■ Problem to solve: The job is to find each line of the records below that includes the word "Malzmühlweg" and copy it.

Records from a dataset:
⟨

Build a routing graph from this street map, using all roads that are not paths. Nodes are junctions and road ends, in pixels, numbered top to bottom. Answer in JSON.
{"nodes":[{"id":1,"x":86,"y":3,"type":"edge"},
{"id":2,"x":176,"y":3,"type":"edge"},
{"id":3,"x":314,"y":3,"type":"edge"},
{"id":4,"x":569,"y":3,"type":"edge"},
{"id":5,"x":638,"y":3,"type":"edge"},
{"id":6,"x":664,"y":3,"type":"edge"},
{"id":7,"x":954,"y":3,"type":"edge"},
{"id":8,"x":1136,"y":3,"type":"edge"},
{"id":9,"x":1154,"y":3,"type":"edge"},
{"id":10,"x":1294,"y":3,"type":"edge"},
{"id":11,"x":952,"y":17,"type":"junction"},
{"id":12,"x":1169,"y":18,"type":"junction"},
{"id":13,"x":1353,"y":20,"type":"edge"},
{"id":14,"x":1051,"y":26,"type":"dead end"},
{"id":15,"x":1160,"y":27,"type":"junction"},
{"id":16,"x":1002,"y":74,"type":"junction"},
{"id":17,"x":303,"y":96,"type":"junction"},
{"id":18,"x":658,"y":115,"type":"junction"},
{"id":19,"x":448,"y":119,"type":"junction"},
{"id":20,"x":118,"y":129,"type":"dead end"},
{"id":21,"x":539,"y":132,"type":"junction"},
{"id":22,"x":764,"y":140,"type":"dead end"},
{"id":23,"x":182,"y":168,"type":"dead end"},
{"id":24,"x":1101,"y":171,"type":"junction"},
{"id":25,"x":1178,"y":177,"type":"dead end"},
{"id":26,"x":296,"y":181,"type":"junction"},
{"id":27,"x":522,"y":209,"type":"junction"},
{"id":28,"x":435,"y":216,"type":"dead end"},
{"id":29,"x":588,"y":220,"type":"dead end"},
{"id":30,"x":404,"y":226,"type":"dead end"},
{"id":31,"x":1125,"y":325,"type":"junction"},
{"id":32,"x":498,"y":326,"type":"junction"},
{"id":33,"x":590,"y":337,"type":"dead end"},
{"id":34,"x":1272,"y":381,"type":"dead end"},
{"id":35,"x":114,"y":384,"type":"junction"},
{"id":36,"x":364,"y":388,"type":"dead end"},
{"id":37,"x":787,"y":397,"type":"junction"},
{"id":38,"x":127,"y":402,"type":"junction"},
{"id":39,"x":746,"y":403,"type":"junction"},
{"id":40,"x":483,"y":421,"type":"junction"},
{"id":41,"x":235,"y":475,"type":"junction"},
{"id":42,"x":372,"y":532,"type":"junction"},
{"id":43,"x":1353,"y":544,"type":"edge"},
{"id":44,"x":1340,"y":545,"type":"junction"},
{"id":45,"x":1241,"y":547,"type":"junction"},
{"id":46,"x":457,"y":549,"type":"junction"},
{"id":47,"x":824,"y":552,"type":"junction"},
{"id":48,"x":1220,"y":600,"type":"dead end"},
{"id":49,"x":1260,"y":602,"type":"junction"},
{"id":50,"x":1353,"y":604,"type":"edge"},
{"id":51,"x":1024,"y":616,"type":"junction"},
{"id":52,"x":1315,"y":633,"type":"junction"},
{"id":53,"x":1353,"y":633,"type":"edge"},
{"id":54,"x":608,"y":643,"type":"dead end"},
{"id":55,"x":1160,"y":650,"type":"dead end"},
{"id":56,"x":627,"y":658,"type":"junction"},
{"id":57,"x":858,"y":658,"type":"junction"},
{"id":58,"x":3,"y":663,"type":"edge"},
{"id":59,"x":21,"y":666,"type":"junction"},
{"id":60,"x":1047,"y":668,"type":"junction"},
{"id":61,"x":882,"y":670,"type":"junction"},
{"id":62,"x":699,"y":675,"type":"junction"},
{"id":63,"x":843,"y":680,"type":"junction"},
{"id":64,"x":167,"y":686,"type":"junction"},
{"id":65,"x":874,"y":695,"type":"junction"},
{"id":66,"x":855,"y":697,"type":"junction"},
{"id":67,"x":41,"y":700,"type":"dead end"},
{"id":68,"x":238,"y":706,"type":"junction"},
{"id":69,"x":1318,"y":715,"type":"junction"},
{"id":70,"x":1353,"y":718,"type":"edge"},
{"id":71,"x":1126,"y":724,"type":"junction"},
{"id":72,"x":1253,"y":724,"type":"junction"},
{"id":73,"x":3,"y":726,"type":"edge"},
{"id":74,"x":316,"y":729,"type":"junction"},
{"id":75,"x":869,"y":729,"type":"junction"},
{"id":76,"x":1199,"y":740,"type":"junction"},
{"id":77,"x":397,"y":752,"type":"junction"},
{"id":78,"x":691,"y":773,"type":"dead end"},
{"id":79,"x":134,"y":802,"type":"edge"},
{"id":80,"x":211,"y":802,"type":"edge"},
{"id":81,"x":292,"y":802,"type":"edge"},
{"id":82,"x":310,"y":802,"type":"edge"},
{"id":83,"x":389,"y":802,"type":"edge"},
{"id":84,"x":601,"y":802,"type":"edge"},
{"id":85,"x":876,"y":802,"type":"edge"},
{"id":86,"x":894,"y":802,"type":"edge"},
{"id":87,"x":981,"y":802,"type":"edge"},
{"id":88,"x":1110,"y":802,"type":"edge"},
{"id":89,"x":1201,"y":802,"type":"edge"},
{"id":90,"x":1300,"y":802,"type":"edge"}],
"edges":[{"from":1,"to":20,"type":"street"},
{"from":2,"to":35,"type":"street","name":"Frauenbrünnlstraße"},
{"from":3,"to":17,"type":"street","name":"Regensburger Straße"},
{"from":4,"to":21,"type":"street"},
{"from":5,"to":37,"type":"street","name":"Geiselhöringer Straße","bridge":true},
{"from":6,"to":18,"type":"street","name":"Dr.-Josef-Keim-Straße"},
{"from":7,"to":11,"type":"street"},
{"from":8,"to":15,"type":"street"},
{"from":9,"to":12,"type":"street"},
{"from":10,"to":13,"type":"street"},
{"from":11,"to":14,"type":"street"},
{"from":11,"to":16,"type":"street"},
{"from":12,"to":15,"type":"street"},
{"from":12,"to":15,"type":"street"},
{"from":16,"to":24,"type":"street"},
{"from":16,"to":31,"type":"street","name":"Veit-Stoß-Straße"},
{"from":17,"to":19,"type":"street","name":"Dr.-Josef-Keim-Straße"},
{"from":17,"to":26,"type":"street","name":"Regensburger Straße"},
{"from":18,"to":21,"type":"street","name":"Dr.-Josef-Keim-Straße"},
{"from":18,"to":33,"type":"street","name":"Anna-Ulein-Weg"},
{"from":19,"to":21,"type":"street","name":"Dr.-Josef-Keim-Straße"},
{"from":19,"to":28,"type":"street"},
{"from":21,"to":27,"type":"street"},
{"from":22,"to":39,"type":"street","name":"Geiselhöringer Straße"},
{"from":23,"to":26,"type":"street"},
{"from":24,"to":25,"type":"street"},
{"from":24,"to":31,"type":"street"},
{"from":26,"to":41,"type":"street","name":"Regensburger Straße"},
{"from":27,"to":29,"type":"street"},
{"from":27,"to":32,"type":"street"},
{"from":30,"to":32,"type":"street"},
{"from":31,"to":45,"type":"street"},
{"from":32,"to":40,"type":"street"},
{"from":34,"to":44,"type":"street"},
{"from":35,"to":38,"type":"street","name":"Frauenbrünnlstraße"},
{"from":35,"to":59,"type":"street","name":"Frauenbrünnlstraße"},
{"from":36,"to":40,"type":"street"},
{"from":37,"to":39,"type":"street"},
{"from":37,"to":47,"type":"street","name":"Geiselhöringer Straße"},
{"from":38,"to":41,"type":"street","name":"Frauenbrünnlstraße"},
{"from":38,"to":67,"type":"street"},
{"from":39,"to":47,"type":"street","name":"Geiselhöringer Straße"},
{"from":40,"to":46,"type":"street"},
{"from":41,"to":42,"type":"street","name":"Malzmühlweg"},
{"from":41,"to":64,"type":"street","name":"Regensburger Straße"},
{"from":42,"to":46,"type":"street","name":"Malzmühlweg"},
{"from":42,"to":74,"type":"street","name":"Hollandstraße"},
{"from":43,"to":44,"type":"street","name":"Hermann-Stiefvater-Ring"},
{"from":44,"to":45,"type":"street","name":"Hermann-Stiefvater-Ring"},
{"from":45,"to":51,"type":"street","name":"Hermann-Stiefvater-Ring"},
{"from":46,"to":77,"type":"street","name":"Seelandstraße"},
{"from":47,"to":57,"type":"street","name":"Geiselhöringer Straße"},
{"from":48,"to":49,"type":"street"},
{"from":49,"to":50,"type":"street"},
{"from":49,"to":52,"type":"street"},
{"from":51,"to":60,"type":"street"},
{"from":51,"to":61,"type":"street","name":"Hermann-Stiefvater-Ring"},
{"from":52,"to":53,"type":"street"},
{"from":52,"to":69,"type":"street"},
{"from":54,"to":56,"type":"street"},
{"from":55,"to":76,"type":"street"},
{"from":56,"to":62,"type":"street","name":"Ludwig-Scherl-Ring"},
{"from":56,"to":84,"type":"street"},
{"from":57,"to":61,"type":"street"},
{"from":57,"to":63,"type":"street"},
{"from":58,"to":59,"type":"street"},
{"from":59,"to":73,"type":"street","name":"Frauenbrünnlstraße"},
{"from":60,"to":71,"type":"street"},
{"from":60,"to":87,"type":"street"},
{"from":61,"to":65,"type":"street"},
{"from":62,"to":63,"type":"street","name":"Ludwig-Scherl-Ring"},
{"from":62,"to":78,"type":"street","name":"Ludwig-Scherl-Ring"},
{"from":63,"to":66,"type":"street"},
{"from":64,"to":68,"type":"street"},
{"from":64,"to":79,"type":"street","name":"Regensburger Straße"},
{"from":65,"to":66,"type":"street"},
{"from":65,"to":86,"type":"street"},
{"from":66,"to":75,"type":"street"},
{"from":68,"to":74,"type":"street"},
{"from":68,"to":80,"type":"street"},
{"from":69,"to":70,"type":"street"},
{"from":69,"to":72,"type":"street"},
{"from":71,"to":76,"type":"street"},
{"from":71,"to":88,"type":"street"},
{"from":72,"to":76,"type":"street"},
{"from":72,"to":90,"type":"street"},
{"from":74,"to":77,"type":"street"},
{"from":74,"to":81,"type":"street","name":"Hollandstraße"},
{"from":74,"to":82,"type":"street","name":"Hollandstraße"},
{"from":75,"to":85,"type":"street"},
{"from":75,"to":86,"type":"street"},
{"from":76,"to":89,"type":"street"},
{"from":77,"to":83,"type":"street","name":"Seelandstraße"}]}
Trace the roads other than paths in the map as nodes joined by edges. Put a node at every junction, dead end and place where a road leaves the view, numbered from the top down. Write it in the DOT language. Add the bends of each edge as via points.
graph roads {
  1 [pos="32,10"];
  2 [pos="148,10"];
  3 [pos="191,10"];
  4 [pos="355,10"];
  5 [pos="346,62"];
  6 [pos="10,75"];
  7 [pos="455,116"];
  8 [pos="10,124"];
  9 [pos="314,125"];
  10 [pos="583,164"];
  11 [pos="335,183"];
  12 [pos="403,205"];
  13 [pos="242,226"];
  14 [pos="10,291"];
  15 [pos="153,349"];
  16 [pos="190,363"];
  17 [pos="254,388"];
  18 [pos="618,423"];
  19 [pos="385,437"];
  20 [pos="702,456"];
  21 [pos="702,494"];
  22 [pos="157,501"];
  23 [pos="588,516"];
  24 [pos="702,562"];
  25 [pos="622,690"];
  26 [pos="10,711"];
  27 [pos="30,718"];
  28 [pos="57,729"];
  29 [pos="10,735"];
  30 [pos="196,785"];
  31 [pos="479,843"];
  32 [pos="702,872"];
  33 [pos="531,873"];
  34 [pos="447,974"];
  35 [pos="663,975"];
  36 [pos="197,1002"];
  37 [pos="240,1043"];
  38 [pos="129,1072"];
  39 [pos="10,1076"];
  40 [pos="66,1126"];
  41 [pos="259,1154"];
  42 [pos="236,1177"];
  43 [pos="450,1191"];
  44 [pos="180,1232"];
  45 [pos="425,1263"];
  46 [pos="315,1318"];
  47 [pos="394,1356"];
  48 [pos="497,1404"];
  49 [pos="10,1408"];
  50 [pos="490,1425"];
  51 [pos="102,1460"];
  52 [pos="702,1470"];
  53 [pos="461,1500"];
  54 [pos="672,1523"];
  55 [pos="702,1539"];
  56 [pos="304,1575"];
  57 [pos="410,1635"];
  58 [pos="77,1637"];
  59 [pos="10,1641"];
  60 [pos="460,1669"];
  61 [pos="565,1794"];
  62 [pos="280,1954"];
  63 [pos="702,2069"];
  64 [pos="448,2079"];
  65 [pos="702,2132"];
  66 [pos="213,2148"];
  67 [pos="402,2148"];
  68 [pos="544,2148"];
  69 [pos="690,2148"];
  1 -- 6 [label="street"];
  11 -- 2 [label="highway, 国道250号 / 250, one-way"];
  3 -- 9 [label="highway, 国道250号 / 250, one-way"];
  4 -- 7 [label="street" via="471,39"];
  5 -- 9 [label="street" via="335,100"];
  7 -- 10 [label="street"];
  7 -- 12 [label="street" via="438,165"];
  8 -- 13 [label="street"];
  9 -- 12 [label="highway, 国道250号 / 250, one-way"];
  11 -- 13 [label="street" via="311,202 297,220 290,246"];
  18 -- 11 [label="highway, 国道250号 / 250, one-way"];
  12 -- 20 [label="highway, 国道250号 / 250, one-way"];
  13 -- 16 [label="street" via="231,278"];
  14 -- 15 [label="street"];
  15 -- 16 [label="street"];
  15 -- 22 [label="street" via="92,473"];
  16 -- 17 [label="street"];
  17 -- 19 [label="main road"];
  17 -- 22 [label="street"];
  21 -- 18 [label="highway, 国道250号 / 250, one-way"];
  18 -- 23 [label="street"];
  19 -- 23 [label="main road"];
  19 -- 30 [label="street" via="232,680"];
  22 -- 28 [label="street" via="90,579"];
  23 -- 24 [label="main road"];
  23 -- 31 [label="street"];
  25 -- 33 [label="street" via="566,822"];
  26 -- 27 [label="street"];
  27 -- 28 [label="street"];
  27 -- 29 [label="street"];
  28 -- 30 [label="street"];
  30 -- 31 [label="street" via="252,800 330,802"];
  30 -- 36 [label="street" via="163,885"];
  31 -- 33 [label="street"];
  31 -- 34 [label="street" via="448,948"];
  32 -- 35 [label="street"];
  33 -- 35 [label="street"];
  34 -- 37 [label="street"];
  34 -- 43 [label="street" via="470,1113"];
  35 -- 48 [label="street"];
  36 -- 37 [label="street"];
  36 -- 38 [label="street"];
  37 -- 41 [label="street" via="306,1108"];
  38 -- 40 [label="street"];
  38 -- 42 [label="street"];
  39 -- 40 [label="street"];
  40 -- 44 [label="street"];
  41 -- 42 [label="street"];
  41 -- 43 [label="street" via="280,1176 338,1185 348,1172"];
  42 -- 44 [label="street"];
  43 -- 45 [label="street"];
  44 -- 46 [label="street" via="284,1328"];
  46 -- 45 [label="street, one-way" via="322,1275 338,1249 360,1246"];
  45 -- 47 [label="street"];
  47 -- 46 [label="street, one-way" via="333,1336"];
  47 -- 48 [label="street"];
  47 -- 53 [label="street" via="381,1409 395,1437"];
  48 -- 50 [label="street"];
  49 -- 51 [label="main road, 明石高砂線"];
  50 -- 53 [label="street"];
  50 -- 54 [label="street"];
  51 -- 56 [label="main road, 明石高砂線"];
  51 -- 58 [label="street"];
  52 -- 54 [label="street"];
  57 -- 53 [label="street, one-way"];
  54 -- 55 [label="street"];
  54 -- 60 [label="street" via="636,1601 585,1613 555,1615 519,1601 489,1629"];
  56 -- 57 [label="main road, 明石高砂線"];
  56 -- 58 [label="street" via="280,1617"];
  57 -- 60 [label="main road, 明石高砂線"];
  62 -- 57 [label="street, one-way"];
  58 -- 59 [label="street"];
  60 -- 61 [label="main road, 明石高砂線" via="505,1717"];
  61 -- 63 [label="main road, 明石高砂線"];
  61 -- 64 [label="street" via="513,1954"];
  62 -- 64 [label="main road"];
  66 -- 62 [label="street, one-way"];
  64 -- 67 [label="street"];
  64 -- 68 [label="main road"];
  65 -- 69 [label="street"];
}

⟩

■ Finished exercise:
{"from":41,"to":42,"type":"street","name":"Malzmühlweg"},
{"from":42,"to":46,"type":"street","name":"Malzmühlweg"},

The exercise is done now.